> _TASK STATEMENT_
Only the count is needed. Count the lines below with the word "Place" in them.

(Stored dataset items)
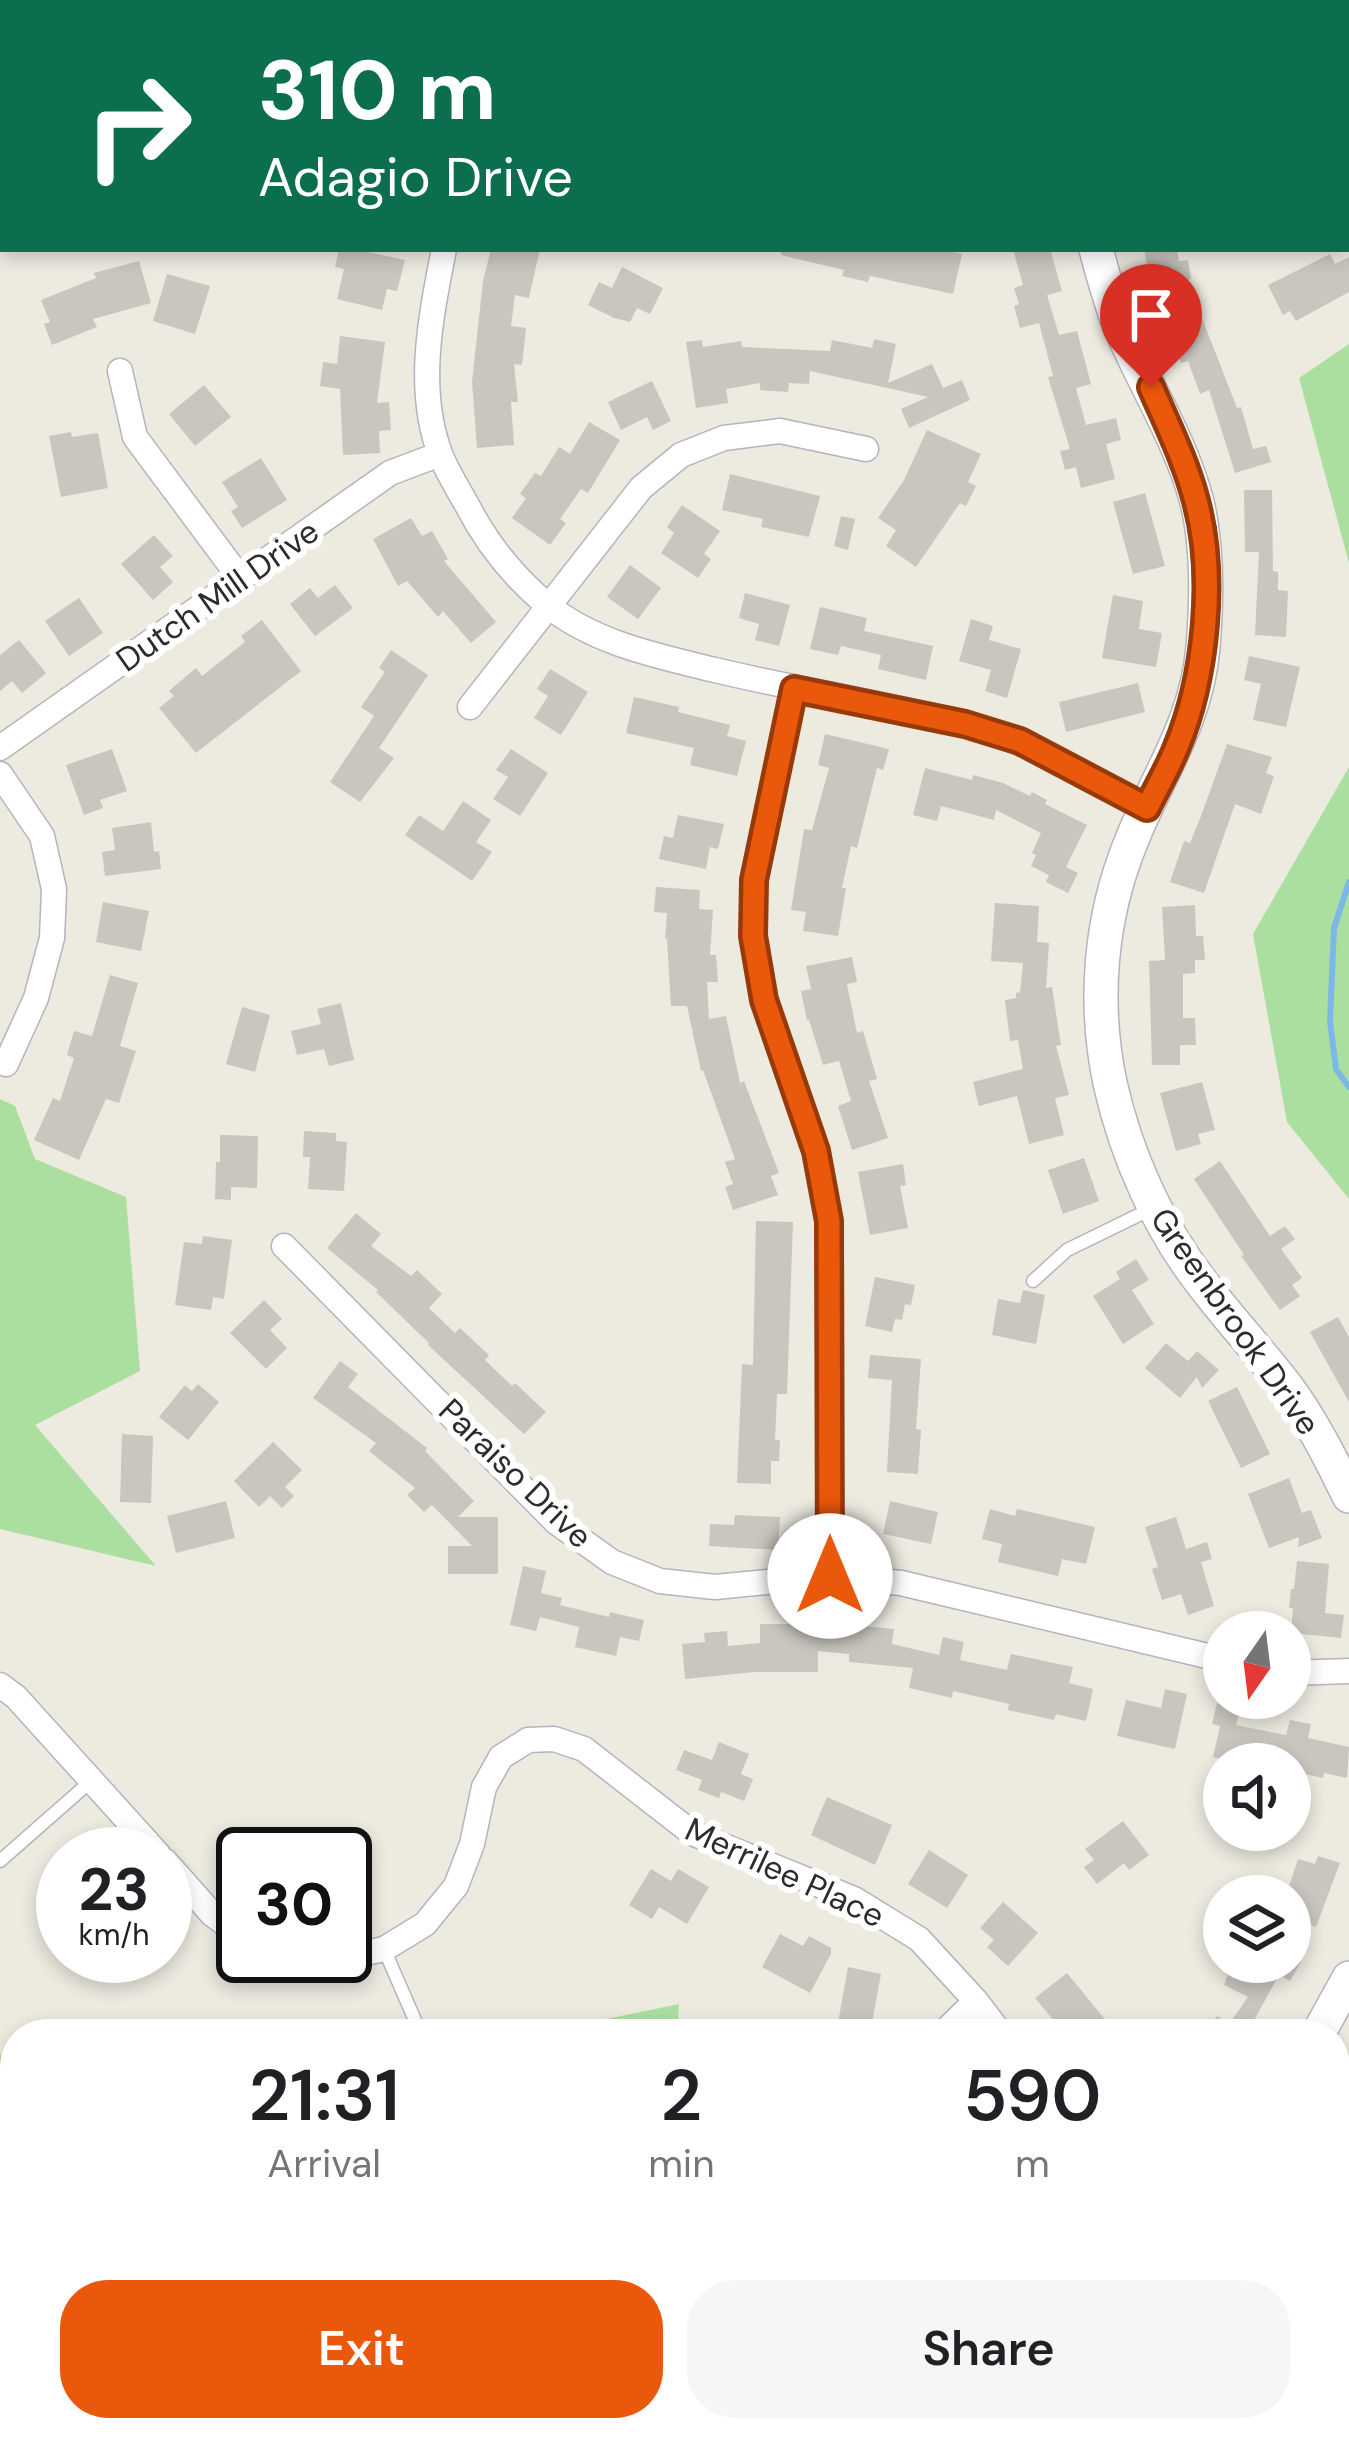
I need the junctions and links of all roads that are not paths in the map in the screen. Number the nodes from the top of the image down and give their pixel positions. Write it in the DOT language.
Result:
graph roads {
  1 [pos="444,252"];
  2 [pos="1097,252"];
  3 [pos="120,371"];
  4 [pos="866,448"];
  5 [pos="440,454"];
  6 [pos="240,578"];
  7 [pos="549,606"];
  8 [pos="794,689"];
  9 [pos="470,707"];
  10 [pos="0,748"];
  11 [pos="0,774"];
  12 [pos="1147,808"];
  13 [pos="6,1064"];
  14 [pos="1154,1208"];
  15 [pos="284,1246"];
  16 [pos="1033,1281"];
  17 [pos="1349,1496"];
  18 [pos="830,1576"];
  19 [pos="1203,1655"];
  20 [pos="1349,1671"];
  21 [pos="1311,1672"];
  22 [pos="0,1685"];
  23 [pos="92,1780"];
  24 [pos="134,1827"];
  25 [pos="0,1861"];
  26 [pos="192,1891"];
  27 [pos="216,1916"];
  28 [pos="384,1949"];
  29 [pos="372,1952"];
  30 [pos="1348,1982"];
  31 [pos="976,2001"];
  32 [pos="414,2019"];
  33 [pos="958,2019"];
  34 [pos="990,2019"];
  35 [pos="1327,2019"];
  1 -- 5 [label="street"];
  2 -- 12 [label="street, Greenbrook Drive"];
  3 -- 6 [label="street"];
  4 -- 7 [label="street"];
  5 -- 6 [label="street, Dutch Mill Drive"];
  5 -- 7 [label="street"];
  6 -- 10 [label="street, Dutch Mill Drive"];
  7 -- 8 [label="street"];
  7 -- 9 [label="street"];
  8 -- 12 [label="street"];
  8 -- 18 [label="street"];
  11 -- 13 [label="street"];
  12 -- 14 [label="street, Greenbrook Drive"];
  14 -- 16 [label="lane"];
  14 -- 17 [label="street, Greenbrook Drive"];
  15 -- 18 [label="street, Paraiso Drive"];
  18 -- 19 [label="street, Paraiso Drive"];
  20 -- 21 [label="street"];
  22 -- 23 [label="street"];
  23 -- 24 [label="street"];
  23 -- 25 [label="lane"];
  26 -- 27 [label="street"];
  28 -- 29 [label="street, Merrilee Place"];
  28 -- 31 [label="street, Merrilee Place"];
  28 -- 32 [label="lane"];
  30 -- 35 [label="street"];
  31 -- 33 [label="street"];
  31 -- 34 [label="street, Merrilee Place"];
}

--

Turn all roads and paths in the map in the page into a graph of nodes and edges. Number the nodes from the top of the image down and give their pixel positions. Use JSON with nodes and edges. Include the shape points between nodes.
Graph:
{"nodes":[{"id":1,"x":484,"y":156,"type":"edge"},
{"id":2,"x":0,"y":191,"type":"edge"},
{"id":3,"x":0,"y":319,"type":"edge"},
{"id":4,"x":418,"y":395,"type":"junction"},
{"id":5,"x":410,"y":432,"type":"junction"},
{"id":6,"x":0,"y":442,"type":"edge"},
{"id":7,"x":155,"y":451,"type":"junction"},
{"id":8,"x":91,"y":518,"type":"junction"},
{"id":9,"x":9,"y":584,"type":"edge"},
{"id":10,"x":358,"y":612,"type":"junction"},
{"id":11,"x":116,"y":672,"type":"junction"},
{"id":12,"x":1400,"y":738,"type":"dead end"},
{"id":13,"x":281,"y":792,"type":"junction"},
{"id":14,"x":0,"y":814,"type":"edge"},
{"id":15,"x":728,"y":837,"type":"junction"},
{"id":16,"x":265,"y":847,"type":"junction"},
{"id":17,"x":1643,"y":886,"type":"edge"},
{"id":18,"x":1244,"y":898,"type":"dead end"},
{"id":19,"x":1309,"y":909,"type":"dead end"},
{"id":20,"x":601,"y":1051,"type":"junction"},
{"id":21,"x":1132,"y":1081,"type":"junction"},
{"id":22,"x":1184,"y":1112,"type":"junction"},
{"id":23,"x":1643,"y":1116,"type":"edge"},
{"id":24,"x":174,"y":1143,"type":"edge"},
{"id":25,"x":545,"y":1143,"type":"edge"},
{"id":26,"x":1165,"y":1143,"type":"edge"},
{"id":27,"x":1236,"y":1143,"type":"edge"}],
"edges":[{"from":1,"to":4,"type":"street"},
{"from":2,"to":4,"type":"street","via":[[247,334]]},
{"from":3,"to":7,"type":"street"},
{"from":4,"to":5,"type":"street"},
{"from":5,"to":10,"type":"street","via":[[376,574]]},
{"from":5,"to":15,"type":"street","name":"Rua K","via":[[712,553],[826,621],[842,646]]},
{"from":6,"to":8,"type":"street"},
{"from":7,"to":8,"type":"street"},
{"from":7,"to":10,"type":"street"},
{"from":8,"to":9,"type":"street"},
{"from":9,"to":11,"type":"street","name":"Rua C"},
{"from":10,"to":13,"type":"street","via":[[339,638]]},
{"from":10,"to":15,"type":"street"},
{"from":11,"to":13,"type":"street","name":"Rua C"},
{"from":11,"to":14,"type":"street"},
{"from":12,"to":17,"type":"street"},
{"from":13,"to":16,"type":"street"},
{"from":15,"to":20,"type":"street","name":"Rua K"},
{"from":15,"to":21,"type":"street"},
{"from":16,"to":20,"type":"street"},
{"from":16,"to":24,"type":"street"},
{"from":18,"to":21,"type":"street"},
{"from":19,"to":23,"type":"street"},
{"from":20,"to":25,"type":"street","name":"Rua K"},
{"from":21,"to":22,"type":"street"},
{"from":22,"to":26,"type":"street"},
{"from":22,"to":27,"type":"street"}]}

> _TASK RESPONSE_
3